THIS LABOR DAY is one of great importance. We can look into the future today with confidence, but not with tranquillity.

We still have a big job to do, and a long way to go, to assure the domestic prosperity and international understanding necessary to prevent depressions and war. But we can do it if we keep in our minds constantly that people are our most important asset. We must utilize them and conserve them.

The largest part of reconversion has been accomplished, and much of the credit for the job done goes to the workers of this great Union of states and free people.

Labor Day is a day set aside for labor by Act of Congress; a day to review the accomplishments of working men and women, and to restate the aims and ambitions and needs of all those who work with their hands and minds.

Since last Labor Day, these men and women have brought production to new peacetime highs. Their work has produced a flood of goods to meet the needs of the people who did without many essentials and most comforts during the war years. These consumers have upheld price and rent controls during the difficult postwar period of inflationary pressure, and at the same time, as industrial and farm and home workers, they have supported their stand with record production.

As a nation of working people, we can maintain and increase the large production and nearly full employment which we have attained, if we carry on together as we did during wartime.
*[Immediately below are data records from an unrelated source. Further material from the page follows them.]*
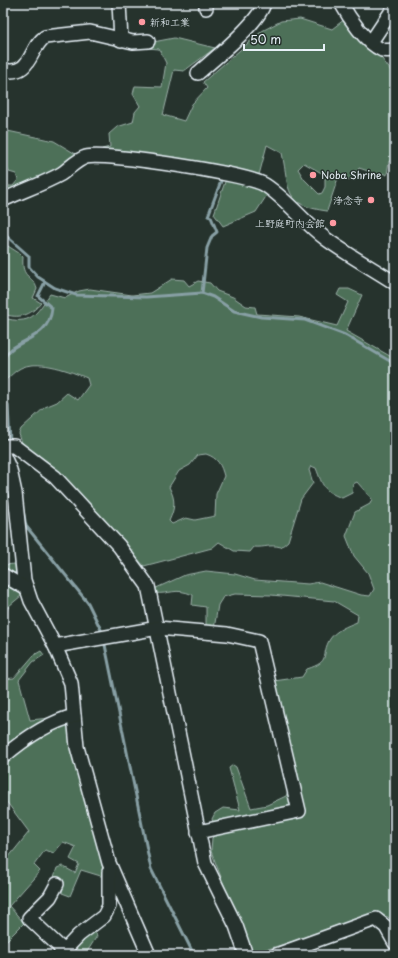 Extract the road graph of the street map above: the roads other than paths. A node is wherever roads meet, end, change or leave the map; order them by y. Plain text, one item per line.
1 (119, 3) edge
2 (264, 3) edge
3 (341, 3) edge
4 (395, 6) edge
5 (121, 40) junction
6 (148, 41) dead end
7 (371, 42) junction
8 (395, 50) edge
9 (3, 70) edge
10 (198, 73) dead end
11 (3, 200) edge
12 (395, 283) edge
13 (9, 446) edge
14 (3, 454) edge
15 (3, 575) edge
16 (27, 588) junction
17 (158, 628) junction
18 (55, 646) junction
19 (74, 716) junction
20 (3, 757) edge
21 (198, 832) junction
22 (109, 863) junction
23 (57, 884) dead end
24 (395, 943) edge
25 (62, 953) edge
26 (149, 955) edge
27 (246, 955) edge
28 (276, 955) edge

1 - 5 street
2 - 10 street
3 - 7 street
4 - 7 street
5 - 6 street
5 - 9 street
7 - 8 street
11 - 12 street
13 - 17 street
14 - 16 street
15 - 16 street
16 - 18 street
17 - 18 street
17 - 21 street
17 - 21 street
18 - 19 street
19 - 20 street
19 - 22 street
21 - 27 street
22 - 25 street
22 - 26 street
23 - 25 street
24 - 28 street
Labor, management and farmers, with the help of government wherever it could be useful, have made this great start toward peacetime readjustment. If we continue to cooperate, to work, and to produce, we can attain a richness of life that will be a credit and a benefit to all of us now living, and a real hope and promise to those who come after us.

We must retain the safeguards against exploitation which labor won after the last depression. Labor must continue to have the opportunity, through free collective bargaining and free political action, to improve the lot of workers and to increase their participation in public affairs.

Labor, perhaps more than any other group, has consistently supported the objectives set forth in Franklin D. Roosevelt’s memorable "Economic Bill of Rights." We must now move forward to full achievement of these objectives: useful and remunerative jobs for all; incomes high enough to provide adequate food, clothing and recreation; freedom from unfair competition and domination by monopoly; adequate health protection; more effective social security measures; and educational opportunity for all.

Labor, too, has been in the forefront of the battle to end intolerance and wipe out bigotries of race, creed and color.

I salute the hosts of labor for their magnificent job in wartime and in the beginnings of peace, and urge them on to further efforts in behalf of the rights and dignity of mankind.